Information shown below:

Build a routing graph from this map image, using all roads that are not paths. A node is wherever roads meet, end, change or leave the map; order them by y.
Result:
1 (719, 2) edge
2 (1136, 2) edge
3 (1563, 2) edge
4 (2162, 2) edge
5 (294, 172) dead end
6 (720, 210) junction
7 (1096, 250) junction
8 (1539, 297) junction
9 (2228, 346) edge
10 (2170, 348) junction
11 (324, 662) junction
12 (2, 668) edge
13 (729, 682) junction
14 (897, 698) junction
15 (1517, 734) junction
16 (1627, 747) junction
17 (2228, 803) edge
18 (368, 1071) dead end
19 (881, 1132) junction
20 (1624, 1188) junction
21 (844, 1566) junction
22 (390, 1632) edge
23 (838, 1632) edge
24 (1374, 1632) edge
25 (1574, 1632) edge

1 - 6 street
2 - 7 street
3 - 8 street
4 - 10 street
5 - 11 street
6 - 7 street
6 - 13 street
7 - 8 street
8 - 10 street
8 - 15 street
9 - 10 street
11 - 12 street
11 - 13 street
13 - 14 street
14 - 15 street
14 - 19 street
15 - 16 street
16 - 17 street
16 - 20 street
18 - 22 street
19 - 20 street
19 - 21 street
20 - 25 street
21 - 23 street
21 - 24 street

End of Information shown.
Information shown below:

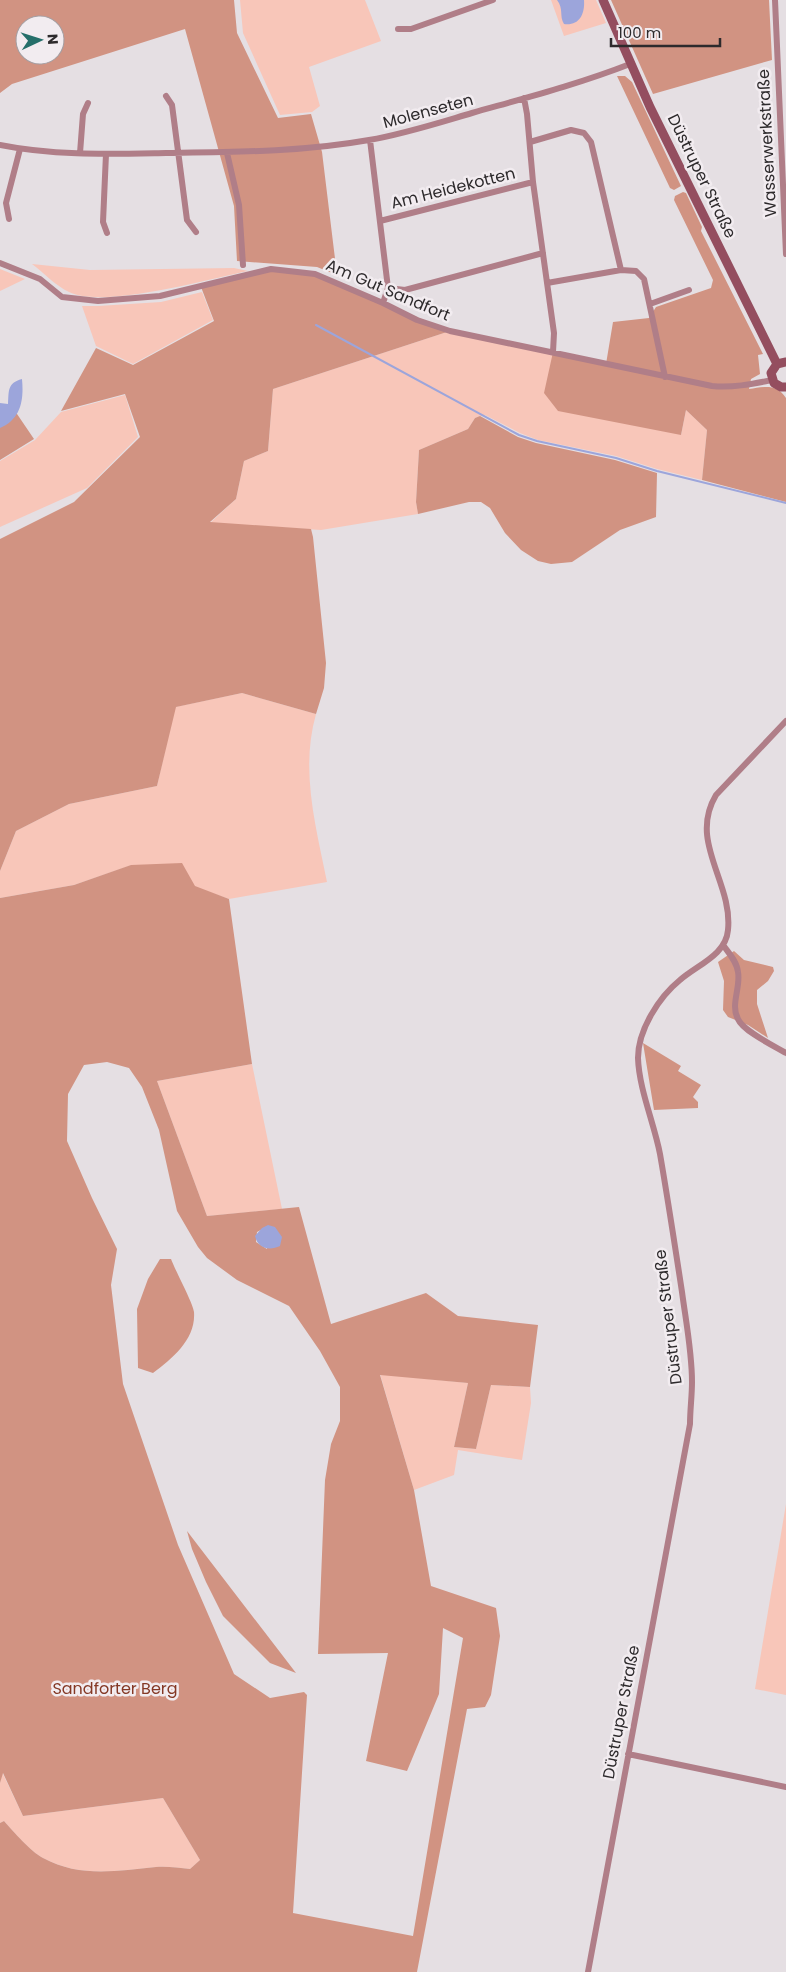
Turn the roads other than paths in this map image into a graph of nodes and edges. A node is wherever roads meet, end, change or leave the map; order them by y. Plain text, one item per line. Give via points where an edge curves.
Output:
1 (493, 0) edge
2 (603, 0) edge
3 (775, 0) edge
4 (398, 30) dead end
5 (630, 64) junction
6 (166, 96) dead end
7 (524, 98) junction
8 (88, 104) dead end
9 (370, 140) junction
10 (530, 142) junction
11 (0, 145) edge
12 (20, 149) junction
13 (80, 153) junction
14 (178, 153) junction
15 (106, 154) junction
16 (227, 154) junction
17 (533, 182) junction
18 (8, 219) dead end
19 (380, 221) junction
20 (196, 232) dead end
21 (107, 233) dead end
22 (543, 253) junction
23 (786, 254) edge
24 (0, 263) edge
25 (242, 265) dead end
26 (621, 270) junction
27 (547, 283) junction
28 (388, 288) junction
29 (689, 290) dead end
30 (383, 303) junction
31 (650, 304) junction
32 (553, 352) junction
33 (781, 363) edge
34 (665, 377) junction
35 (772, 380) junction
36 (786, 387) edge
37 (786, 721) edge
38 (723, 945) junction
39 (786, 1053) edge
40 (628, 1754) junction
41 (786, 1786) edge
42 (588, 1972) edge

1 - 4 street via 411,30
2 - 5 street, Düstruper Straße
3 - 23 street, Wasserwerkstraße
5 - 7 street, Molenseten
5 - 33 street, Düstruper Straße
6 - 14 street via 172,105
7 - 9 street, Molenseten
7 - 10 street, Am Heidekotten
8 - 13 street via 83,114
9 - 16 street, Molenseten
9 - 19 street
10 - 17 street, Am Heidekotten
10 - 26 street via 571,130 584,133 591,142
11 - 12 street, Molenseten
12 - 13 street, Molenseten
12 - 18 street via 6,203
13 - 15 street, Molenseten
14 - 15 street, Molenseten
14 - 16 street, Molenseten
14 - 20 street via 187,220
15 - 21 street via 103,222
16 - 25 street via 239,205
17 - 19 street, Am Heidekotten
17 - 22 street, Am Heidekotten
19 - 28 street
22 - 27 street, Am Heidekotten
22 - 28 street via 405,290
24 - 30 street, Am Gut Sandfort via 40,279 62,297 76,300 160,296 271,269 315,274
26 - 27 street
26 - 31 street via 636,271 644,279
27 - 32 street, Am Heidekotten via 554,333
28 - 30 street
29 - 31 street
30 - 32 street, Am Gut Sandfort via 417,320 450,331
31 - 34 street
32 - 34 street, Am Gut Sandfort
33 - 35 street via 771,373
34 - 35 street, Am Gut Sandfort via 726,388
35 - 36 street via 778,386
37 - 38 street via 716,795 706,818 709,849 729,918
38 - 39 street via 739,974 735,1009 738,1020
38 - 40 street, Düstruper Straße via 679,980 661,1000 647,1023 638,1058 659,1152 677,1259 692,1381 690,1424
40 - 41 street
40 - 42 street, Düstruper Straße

End of Information shown.

• _Description of the task_:
Search each line of the entries for the string "meet", then say how many lines have it. Reply with the number only.

• _Expected output_:
2